**GOAL OF THE EXERCISE**
The records that follow are to be repeated in full, with no pictures retained.
** RECORD SET follows **
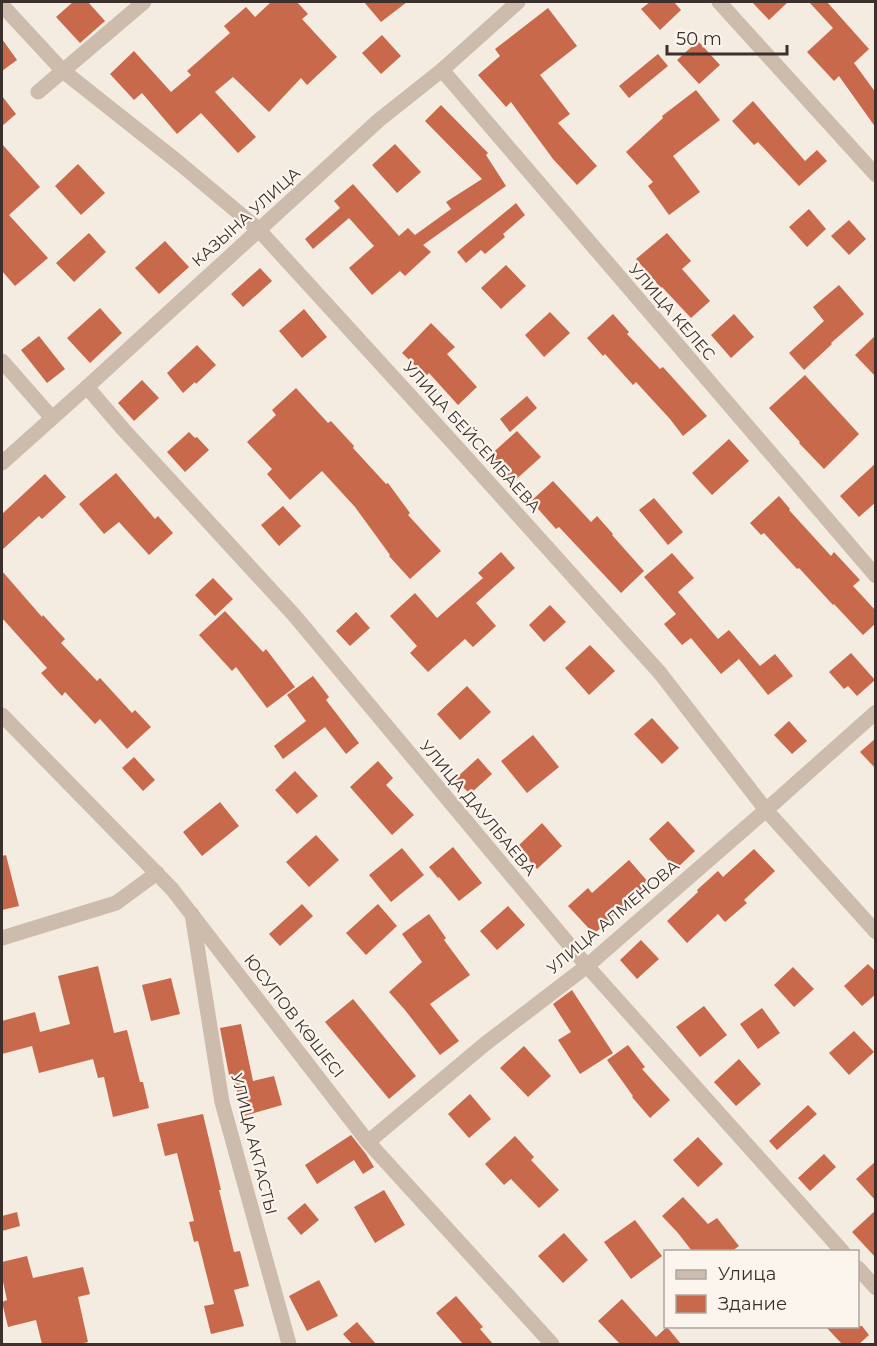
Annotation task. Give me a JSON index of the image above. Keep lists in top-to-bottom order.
{
  "streets": {
    "street": [
      "КАЗЫНА УЛИЦА",
      "УЛИЦА КЕЛЕС",
      "УЛИЦА БЕЙСЕМБАЕВА",
      "УЛИЦА ДАУЛБАЕВА",
      "УЛИЦА АЛМЕНОВА",
      "ЮСУПОВ КӨШЕСІ",
      "УЛИЦА АКТАСТЫ"
    ]
  },
  "crossings": [
    ["КАЗЫНА УЛИЦА", "УЛИЦА КЕЛЕС"],
    ["КАЗЫНА УЛИЦА", "УЛИЦА БЕЙСЕМБАЕВА"],
    ["КАЗЫНА УЛИЦА", "УЛИЦА ДАУЛБАЕВА"],
    ["УЛИЦА БЕЙСЕМБАЕВА", "УЛИЦА АЛМЕНОВА"],
    ["УЛИЦА ДАУЛБАЕВА", "УЛИЦА АЛМЕНОВА"],
    ["УЛИЦА АЛМЕНОВА", "ЮСУПОВ КӨШЕСІ"],
    ["ЮСУПОВ КӨШЕСІ", "УЛИЦА АКТАСТЫ"]
  ],
  "legend": ["Улица", "Здание"],
  "scale_bar": "50 m"
}
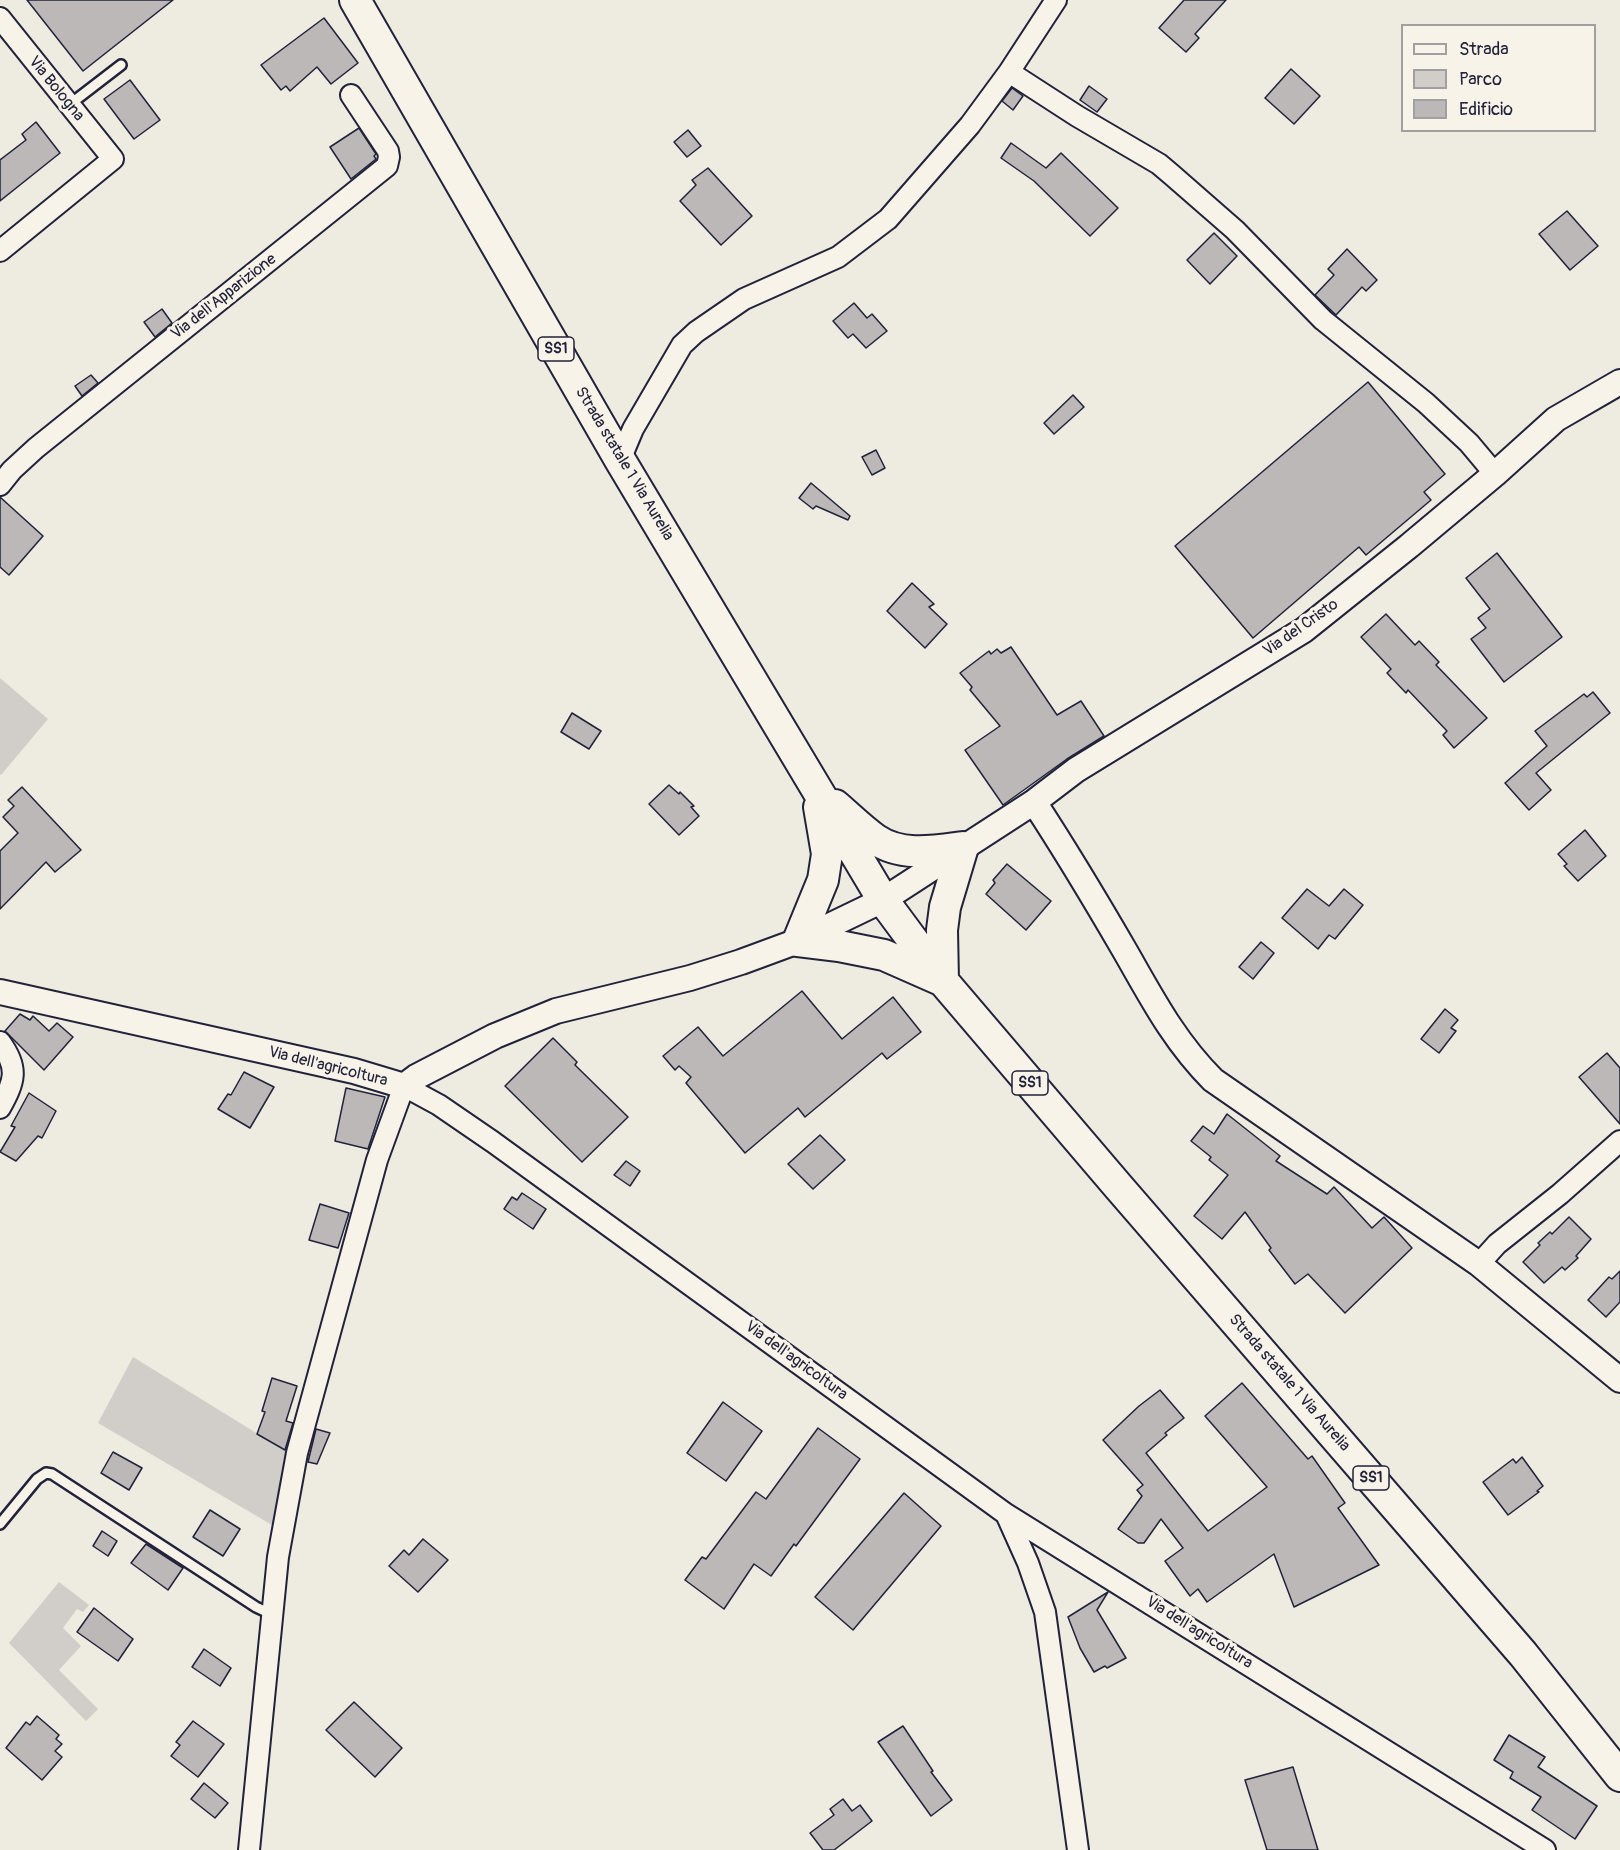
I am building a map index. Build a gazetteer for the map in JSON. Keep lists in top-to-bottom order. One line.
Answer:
{"streets":{"main road":["SS1","Strada statale 1 Via Aurelia"],"street":["Via Bologna","Via dell'Apparizione","Via del Cristo","Via dell'agricoltura"]},"crossings":[["SS1","Strada statale 1 Via Aurelia"],["SS1","Via del Cristo"],["Via del Cristo","Via dell'agricoltura"]],"legend":["Strada","Parco","Edificio"]}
** End of RECORD SET **
**REPLY**
Annotation task. Give me a JSON index of the image above. Keep lists in top-to-bottom order.
{
  "streets": {
    "street": [
      "КАЗЫНА УЛИЦА",
      "УЛИЦА КЕЛЕС",
      "УЛИЦА БЕЙСЕМБАЕВА",
      "УЛИЦА ДАУЛБАЕВА",
      "УЛИЦА АЛМЕНОВА",
      "ЮСУПОВ КӨШЕСІ",
      "УЛИЦА АКТАСТЫ"
    ]
  },
  "crossings": [
    ["КАЗЫНА УЛИЦА", "УЛИЦА КЕЛЕС"],
    ["КАЗЫНА УЛИЦА", "УЛИЦА БЕЙСЕМБАЕВА"],
    ["КАЗЫНА УЛИЦА", "УЛИЦА ДАУЛБАЕВА"],
    ["УЛИЦА БЕЙСЕМБАЕВА", "УЛИЦА АЛМЕНОВА"],
    ["УЛИЦА ДАУЛБАЕВА", "УЛИЦА АЛМЕНОВА"],
    ["УЛИЦА АЛМЕНОВА", "ЮСУПОВ КӨШЕСІ"],
    ["ЮСУПОВ КӨШЕСІ", "УЛИЦА АКТАСТЫ"]
  ],
  "legend": ["Улица", "Здание"],
  "scale_bar": "50 m"
}
I am building a map index. Build a gazetteer for the map in JSON. Keep lists in top-to-bottom order. One line.
Answer:
{"streets":{"main road":["SS1","Strada statale 1 Via Aurelia"],"street":["Via Bologna","Via dell'Apparizione","Via del Cristo","Via dell'agricoltura"]},"crossings":[["SS1","Strada statale 1 Via Aurelia"],["SS1","Via del Cristo"],["Via del Cristo","Via dell'agricoltura"]],"legend":["Strada","Parco","Edificio"]}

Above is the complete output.